Caligula · 08/02/2007 15:40

Doesn't sound sickening at all TeeCee, it's one of the most moving things I've ever read on mumsnet.

PrettyCandles · 08/02/2007 15:43

Not sicckening at all, but painfully true. ATM my baby has rights to my body, whereas the truth is that my dh never has any rights to my body other than those that I grant him.

belgo · 08/02/2007 15:43

Tee Cee - that's beautiful.

SmileysPeople · 08/02/2007 15:44

Some of you who say this 'repulsed' issue comes from cultural conditioning (which I agree with) also say, you don't understand how she could feel like this or that this is not a natural response.

It is a natural and understandable to react to social conditioning, hence many women may feel repulsed by bf, due to the animalistic aspect and the sexualisation of breasts.

I'd agree this is undesirable, and an attitude we would want to work on chganging, but understancable on the OP's part.

She started the tread to try to understand why it was important to others, we need to undrestand why it's 'replusive' to her, and not judge on her beliefs and feelings brought about by her experiences.

Show her another way, a postive way, and her beliefs/feelings may change.

crystalpony · 08/02/2007 15:44

That's a powerful story, teecee. Really very moving, thank you for sharing it.

OP posts:
kiskidee · 08/02/2007 15:45

just the opening poster saying that she is repulsed by the thought of breastfeeding shows how strongly she feels about the issue.

hence i can't understand why she finds it so hard to believe that anyone may feel equally strong in the opposite way from her.

fundamental really.

TeeCee · 08/02/2007 15:48

Thanks for starting it crystalpony. I enjoyed your honesty and I enjoyed thinking about why it was important to me and remembering what it was like. I hadn't thought about those early days for a while and it was nice to be back there

crystalpony · 08/02/2007 15:49

kiskidee, I quite appreciate your direct response as it shows a strength of character that doesn't require validation gained through putting others down.

I like to think I am the same way - my original and subsequent posts should show I have never passed judgement on anyone else's choices, only my own.

OP posts:
Caligula · 08/02/2007 15:49

Yes thinking about it, it's not odd that the OP feels revulsion, sorry I didn't mean it's odd that she should feel it, what's odd is that more of us don't feel it given the negative messages we recieve about it. What I mean is that it's odd that we've developed a society which promotes that revulsion.

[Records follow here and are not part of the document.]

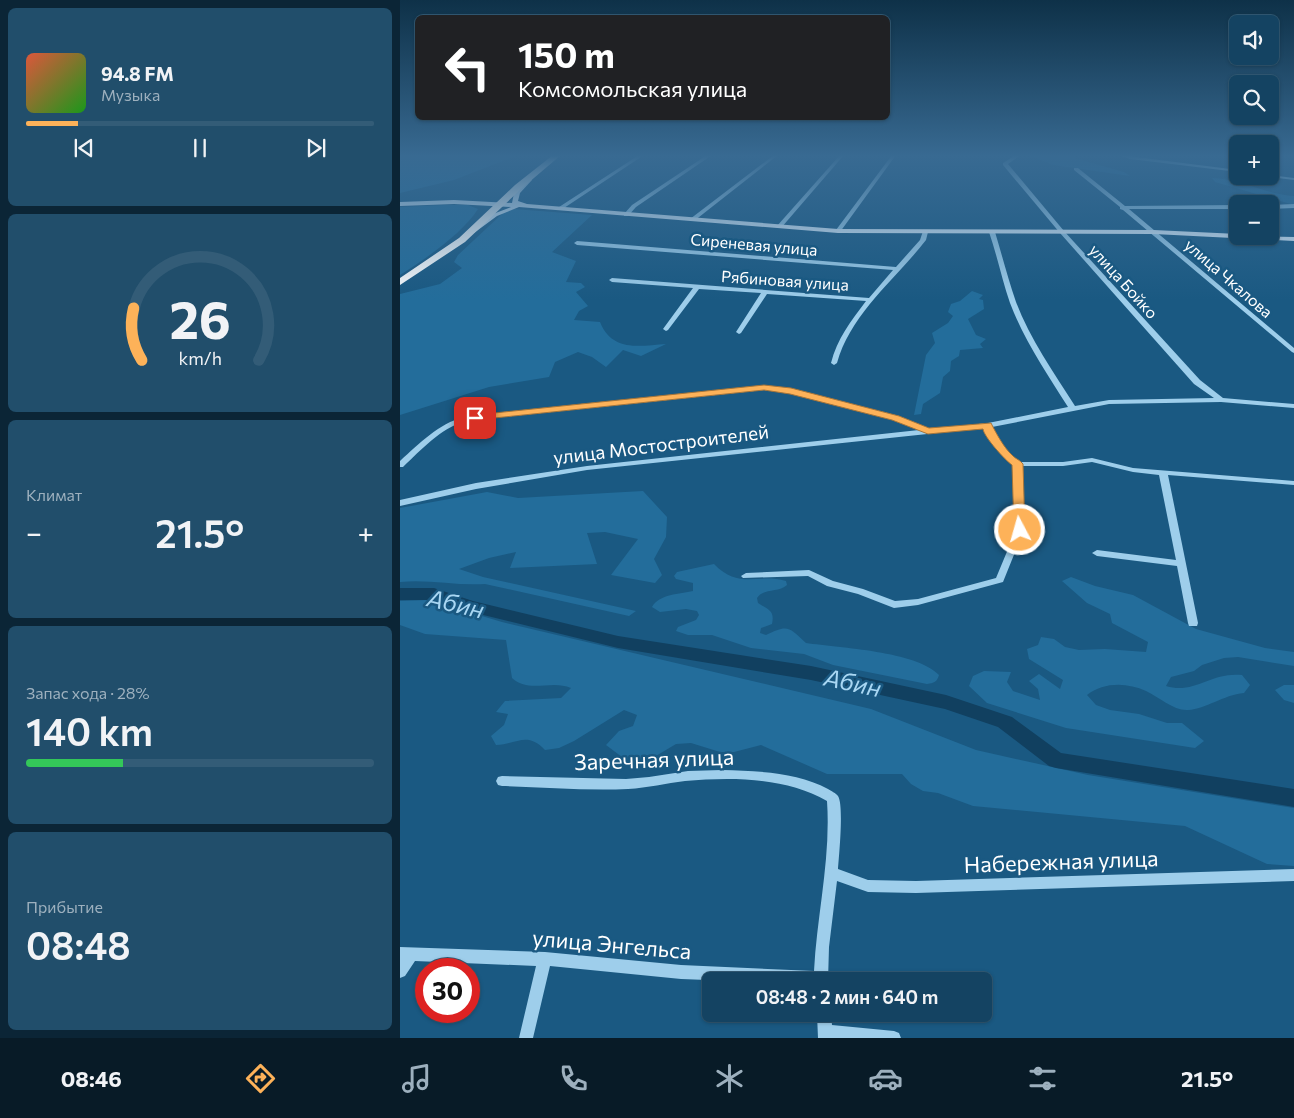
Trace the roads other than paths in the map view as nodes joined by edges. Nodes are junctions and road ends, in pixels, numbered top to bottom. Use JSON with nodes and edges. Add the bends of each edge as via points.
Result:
{"nodes":[{"id":1,"x":415,"y":203,"type":"edge"},
{"id":2,"x":473,"y":203,"type":"edge"},
{"id":3,"x":488,"y":203,"type":"edge"},
{"id":4,"x":520,"y":203,"type":"edge"},
{"id":5,"x":568,"y":203,"type":"edge"},
{"id":6,"x":638,"y":203,"type":"edge"},
{"id":7,"x":713,"y":203,"type":"edge"},
{"id":8,"x":800,"y":203,"type":"edge"},
{"id":9,"x":858,"y":203,"type":"edge"},
{"id":10,"x":1038,"y":203,"type":"edge"},
{"id":11,"x":1117,"y":203,"type":"edge"},
{"id":12,"x":400,"y":204,"type":"edge"},
{"id":13,"x":501,"y":204,"type":"junction"},
{"id":14,"x":1279,"y":206,"type":"edge"},
{"id":15,"x":1294,"y":206,"type":"edge"},
{"id":16,"x":1229,"y":207,"type":"edge"},
{"id":17,"x":536,"y":208,"type":"junction"},
{"id":18,"x":1122,"y":208,"type":"junction"},
{"id":19,"x":559,"y":209,"type":"junction"},
{"id":20,"x":626,"y":215,"type":"junction"},
{"id":21,"x":692,"y":220,"type":"junction"},
{"id":22,"x":779,"y":228,"type":"junction"},
{"id":23,"x":838,"y":231,"type":"junction"},
{"id":24,"x":925,"y":232,"type":"junction"},
{"id":25,"x":992,"y":232,"type":"junction"},
{"id":26,"x":1062,"y":232,"type":"junction"},
{"id":27,"x":1154,"y":232,"type":"junction"},
{"id":28,"x":1229,"y":236,"type":"edge"},
{"id":29,"x":1279,"y":238,"type":"edge"},
{"id":30,"x":1294,"y":239,"type":"edge"},
{"id":31,"x":462,"y":240,"type":"junction"},
{"id":32,"x":577,"y":243,"type":"dead end"},
{"id":33,"x":899,"y":269,"type":"junction"},
{"id":34,"x":612,"y":280,"type":"dead end"},
{"id":35,"x":400,"y":282,"type":"edge"},
{"id":36,"x":697,"y":287,"type":"junction"},
{"id":37,"x":765,"y":292,"type":"junction"},
{"id":38,"x":872,"y":300,"type":"junction"},
{"id":39,"x":666,"y":329,"type":"dead end"},
{"id":40,"x":739,"y":332,"type":"dead end"},
{"id":41,"x":1294,"y":351,"type":"edge"},
{"id":42,"x":834,"y":363,"type":"dead end"},
{"id":43,"x":1221,"y":400,"type":"junction"},
{"id":44,"x":1294,"y":406,"type":"edge"},
{"id":45,"x":1073,"y":409,"type":"junction"},
{"id":46,"x":988,"y":425,"type":"junction"},
{"id":47,"x":928,"y":431,"type":"junction"},
{"id":48,"x":1017,"y":464,"type":"junction"},
{"id":49,"x":400,"y":465,"type":"edge"},
{"id":50,"x":1164,"y":472,"type":"junction"},
{"id":51,"x":1294,"y":483,"type":"edge"},
{"id":52,"x":400,"y":503,"type":"edge"},
{"id":53,"x":1097,"y":553,"type":"dead end"},
{"id":54,"x":1182,"y":564,"type":"junction"},
{"id":55,"x":746,"y":576,"type":"dead end"},
{"id":56,"x":1193,"y":624,"type":"dead end"},
{"id":57,"x":502,"y":782,"type":"dead end"},
{"id":58,"x":832,"y":873,"type":"junction"},
{"id":59,"x":1294,"y":875,"type":"edge"},
{"id":60,"x":406,"y":954,"type":"edge"},
{"id":61,"x":545,"y":959,"type":"junction"},
{"id":62,"x":400,"y":970,"type":"edge"},
{"id":63,"x":821,"y":972,"type":"edge"},
{"id":64,"x":702,"y":973,"type":"edge"},
{"id":65,"x":825,"y":1022,"type":"edge"},
{"id":66,"x":826,"y":1035,"type":"edge"},
{"id":67,"x":526,"y":1038,"type":"edge"},
{"id":68,"x":894,"y":1038,"type":"edge"}],
"edges":[{"from":1,"to":12,"type":"main road"},
{"from":2,"to":31,"type":"main road","via":[[488,206],[490,210]]},
{"from":3,"to":13,"type":"main road"},
{"from":4,"to":17,"type":"main road"},
{"from":5,"to":19,"type":"street"},
{"from":6,"to":20,"type":"street"},
{"from":7,"to":21,"type":"street"},
{"from":8,"to":22,"type":"street"},
{"from":9,"to":23,"type":"street"},
{"from":10,"to":26,"type":"street","name":"улица Бойко"},
{"from":11,"to":18,"type":"street","name":"улица Чкалова"},
{"from":13,"to":17,"type":"main road"},
{"from":13,"to":31,"type":"highway"},
{"from":14,"to":15,"type":"street"},
{"from":16,"to":18,"type":"street"},
{"from":17,"to":19,"type":"main road"},
{"from":17,"to":31,"type":"main road","via":[[508,209]]},
{"from":18,"to":27,"type":"street","name":"улица Чкалова"},
{"from":19,"to":20,"type":"main road"},
{"from":20,"to":21,"type":"main road"},
{"from":21,"to":22,"type":"main road"},
{"from":22,"to":23,"type":"main road"},
{"from":23,"to":24,"type":"main road"},
{"from":24,"to":25,"type":"main road"},
{"from":24,"to":33,"type":"street","via":[[923,240]]},
{"from":25,"to":26,"type":"main road"},
{"from":25,"to":45,"type":"street","via":[[1017,310]]},
{"from":26,"to":27,"type":"main road"},
{"from":26,"to":43,"type":"street","name":"улица Бойко","via":[[1197,382]]},
{"from":27,"to":28,"type":"main road"},
{"from":27,"to":41,"type":"street","name":"улица Чкалова"},
{"from":29,"to":30,"type":"main road"},
{"from":31,"to":35,"type":"highway"},
{"from":32,"to":33,"type":"street","name":"Сиреневая улица"},
{"from":33,"to":38,"type":"street"},
{"from":34,"to":36,"type":"street","name":"Рябиновая улица"},
{"from":36,"to":37,"type":"street","name":"Рябиновая улица"},
{"from":36,"to":39,"type":"street","name":"Рябиновая улица"},
{"from":37,"to":38,"type":"street","name":"Рябиновая улица"},
{"from":37,"to":40,"type":"street"},
{"from":38,"to":42,"type":"street","via":[[846,332]]},
{"from":43,"to":44,"type":"street","name":"улица Мостостроителей"},
{"from":43,"to":45,"type":"street","name":"улица Мостостроителей","via":[[1133,400]]},
{"from":45,"to":46,"type":"street","name":"улица Мостостроителей"},
{"from":46,"to":47,"type":"street","name":"улица Мостостроителей"},
{"from":46,"to":48,"type":"street","via":[[989,434]]},
{"from":47,"to":49,"type":"street","via":[[896,418],[791,391],[764,388],[454,421]]},
{"from":47,"to":52,"type":"street","name":"улица Мостостроителей","via":[[587,468],[476,486]]},
{"from":48,"to":50,"type":"street","via":[[1092,460],[1133,470]]},
{"from":48,"to":55,"type":"street","via":[[1020,530],[1000,580],[918,602],[894,604],[830,584],[809,573]]},
{"from":50,"to":51,"type":"street"},
{"from":50,"to":54,"type":"street"},
{"from":53,"to":54,"type":"street"},
{"from":54,"to":56,"type":"street"},
{"from":57,"to":58,"type":"street","name":"Заречная улица","via":[[644,783],[720,773],[805,784],[833,798]]},
{"from":58,"to":59,"type":"street","name":"Набережная улица","via":[[868,886],[916,887]]},
{"from":58,"to":63,"type":"street","via":[[825,903]]},
{"from":60,"to":61,"type":"street","name":"улица Энгельса"},
{"from":60,"to":62,"type":"street"},
{"from":61,"to":64,"type":"street","name":"улица Энгельса"},
{"from":61,"to":67,"type":"street"},
{"from":65,"to":66,"type":"street"},
{"from":66,"to":68,"type":"street"}]}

crystalpony · 08/02/2007 15:51

Am glad something positive has come out of my arse-kicking then teecee!!!

Seriously, this is why I started this thread, to hear stories such as yours - really heart-warming.

OP posts:
SmileysPeople · 08/02/2007 15:51

My experience was a little similar TeeCee. In that Ds1 was taken straight to special care and I was asked (still in the theatre) do you want him to have SMA or Cowand gate? I was confused, saying, but I'm bf??

They did then not give him a bottle, but their compromise position was to feed him formula through a tube in his nose. when the tube came out I was told he couldn't leave special care until he was feeding, I tried for a couple of days but he wouldn't latch on, so I gave in and agreed to ff because I wanted my baby with me.

I never quite saw it as the 'poison' some on here do, which I'm glad about otherwise it would have been even more painful, but it was and remains a disappointment.

bundle · 08/02/2007 15:53

teecee's special moment with her dd1 is exactly how i felt with my daughters when they were born, that it was the right thing for all of us and I felt privileged to be able to do it. i had lots of bf problems (mastitis 3 times in 10 weeks with dd1, agonising cracked nipples) but this made me even more determined to do it.